Pentingnya Pelatihan Life Skill bagi Narapidana

Pentingnya Pelatihan Life Skill bagi Narapidana

Indonesia adalah negara hukum sebagaiman tertuang dalam Undang-Undang Dasar Tahun 1945 pada Bab I tentang Bentuk dan Kedaulatan Pasal 1 butir ke (3) yang menyatakan “Indonesia adalah negara hukum”. Setiap masyarakat memiliki hak dan kewajiban yang sama di mata hukum.

Hal tersebut tercermin dalam sistem hukum di Indonesia, yaitu apabila seseorang yang berbuat kejahatan yang merugikan dan merupakan tindakan yang melanggar hukum serta norma-norma yang berlaku dan mengikat di dalam masyarakat yang kemudian disahkan dan menjadi hukum tertulis di Indonesia, maka dapat ditindak dalam hukum pidana. Selanjutnya, apabila orang tersebut telah dijatuhi hukuman kurungan penjara oleh hakim di pengadilan, maka orang tersebut statusnya menjadi terpidana dan akan menjadi narapidana saat ia telah memasuki Lembaga Pemasyarakatan (Lapas).

Narapidana yang berada di Lapas memerlukan adaptasi dalam waktu yang cukup lama agar dapat mendapatkan kesempatan untuk berubah menjadi lebih baik. Seperti yang dijelaskan dalam hadis riwayat Imam al-Bayhaqi dan Ibnu Mubarok, Nabi Muhammad SAW menyuruh kita menggunakan kesempatan untuk melakukan kebaikan, ightanim khamsan qabla khamsin (manfaatkanlah lima kesempatan sebelum datang lima kesempitan).

Seperti halnya dalam perspektif hak asasi manusia, adanya kesempatan bagi narapidana untuk mengembangkan dirinya merupakan implementasi hak asasi manusia karena setiap Warga Binaan Pemasyarakatan (WBP) yang dirampas hak kemerdekaannya berhak untuk hidup, mengembangkan diri dan tidak dapat dikurangi, dan harus dipenuhi oleh negara.  Narapidana merupakan salah satu warga negara yang mempunyai hak, salah satunya memperoleh pembimbingan dan pelatihan sesuai bakat dan kemampuannya serta hak lain berdasarkan peraturan perundang-undangan yang berlaku. Narapidana selayaknya harus mendapatkan perhatian khusus dari pemerintah untuk mewujudkan sumber daya manusia berkualitas dan berkarakter.

Secara umum, narapidana merupakan manusia biasa yang sama dengan kita dan tidak terlepas dari hakikatnya sebagai manusia yang harus memenuhi tuntutan hidup dan penghidupanya. Maka, narapidana di Lapas perlu adanya pelatihan dalam menggali potensi dan keterampilan narapidana yang diharapkan dapat dikembangkan setelah keluar dari Lapas.

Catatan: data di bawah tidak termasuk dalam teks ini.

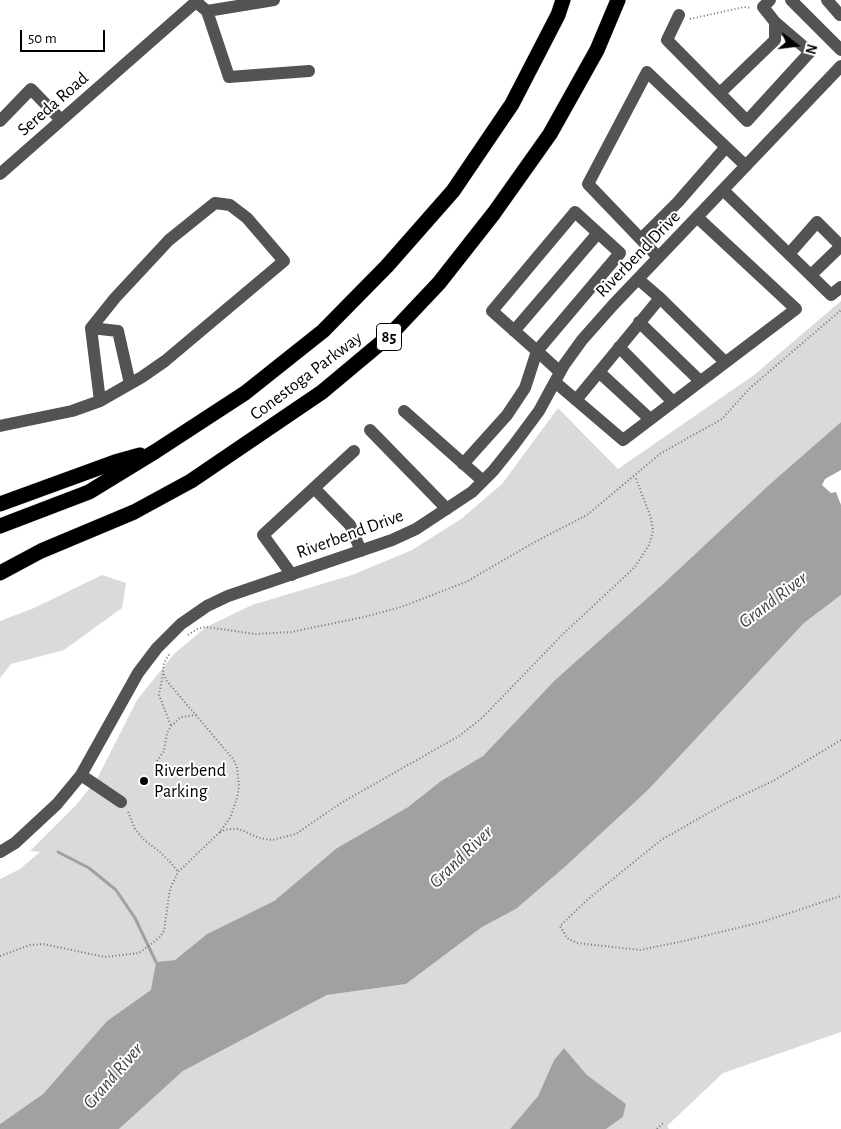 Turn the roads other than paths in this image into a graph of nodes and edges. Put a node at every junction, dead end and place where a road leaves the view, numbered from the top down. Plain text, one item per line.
1 (274, 0) edge
2 (563, 0) edge
3 (618, 0) edge
4 (792, 0) edge
5 (827, 0) edge
6 (197, 1) edge
7 (766, 4) edge
8 (207, 11) junction
9 (841, 14) edge
10 (679, 15) dead end
11 (776, 22) junction
12 (841, 50) edge
13 (841, 66) edge
14 (309, 71) dead end
15 (720, 93) junction
16 (61, 120) junction
17 (0, 121) edge
18 (726, 147) junction
19 (746, 166) junction
20 (0, 174) edge
21 (723, 190) junction
22 (697, 216) junction
23 (598, 233) junction
24 (641, 239) junction
25 (841, 246) edge
26 (789, 254) junction
27 (658, 258) junction
28 (811, 275) junction
29 (638, 279) junction
30 (841, 287) edge
31 (660, 298) junction
32 (639, 322) junction
33 (91, 328) junction
34 (514, 331) junction
35 (619, 347) junction
36 (536, 351) junction
37 (725, 362) junction
38 (599, 372) junction
39 (558, 377) junction
40 (700, 381) junction
41 (130, 384) junction
42 (576, 400) junction
43 (100, 401) junction
44 (673, 402) junction
45 (404, 411) dead end
46 (650, 419) junction
47 (0, 426) edge
48 (370, 430) dead end
49 (156, 451) junction
50 (354, 451) dead end
51 (464, 464) junction
52 (483, 481) junction
53 (314, 488) junction
54 (0, 504) edge
55 (447, 509) junction
56 (0, 526) edge
57 (41, 551) junction
58 (362, 551) junction
59 (0, 562) edge
60 (0, 573) edge
61 (292, 575) junction
62 (81, 775) junction
63 (122, 802) road end
64 (0, 852) edge

1 - 8 street
2 - 49 highway, Conestoga Parkway
3 - 57 highway, Conestoga Parkway / 85
4 - 12 street
5 - 9 street
6 - 8 street
6 - 16 street, Sereda Road
7 - 11 street
8 - 14 street
10 - 15 street
11 - 15 street
11 - 15 street
13 - 19 street, Riverbend Drive
16 - 17 street
16 - 20 street, Sereda Road
18 - 19 street
18 - 24 street
18 - 24 street
19 - 21 street, Riverbend Drive
21 - 22 street, Riverbend Drive
21 - 26 street
22 - 27 street, Riverbend Drive
22 - 37 street
23 - 34 street
23 - 34 street
23 - 36 street
24 - 27 street
25 - 26 street
25 - 28 street
26 - 28 street
27 - 29 street, Riverbend Drive
28 - 30 street
29 - 31 street
29 - 39 street, Riverbend Drive
31 - 32 street
31 - 37 street
32 - 35 street
32 - 40 street
33 - 41 street
33 - 41 street
33 - 43 street
34 - 36 street
35 - 38 street
35 - 44 street
36 - 39 street
36 - 51 street
37 - 40 street
38 - 42 street
38 - 46 street
39 - 42 street
39 - 52 street, Riverbend Drive
40 - 44 street
41 - 43 street
42 - 46 street
43 - 47 street
44 - 46 street
45 - 51 street
48 - 55 street
49 - 54 highway, Conestoga Parkway
49 - 56 highway, Conestoga Parkway
50 - 53 street
51 - 52 street
52 - 55 street, Riverbend Drive
53 - 58 street
53 - 61 street
55 - 58 street, Riverbend Drive
57 - 59 highway, Conestoga Parkway / 85
57 - 60 highway, Conestoga Parkway / 85
58 - 61 street, Riverbend Drive
61 - 62 street, Riverbend Drive
62 - 63 street
62 - 64 street, Riverbend Drive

Pelaksanaan pelatihan kecakapan hidup (life skills) berupa pemberian pelatihan keterampilan menjadi salah satu upaya pemberian bekal pengetahuan dan ketarampilan bagi narapidana. Melalui pendidikan kecakapan hidup, mereka dibimbing agar berguna, aktif, dan produktif dalam kehidupan masyarakat. Narapidana di Lapas dibina agar menjadi anggota masyarakat yang tidak melanggar aturan hukum lagi.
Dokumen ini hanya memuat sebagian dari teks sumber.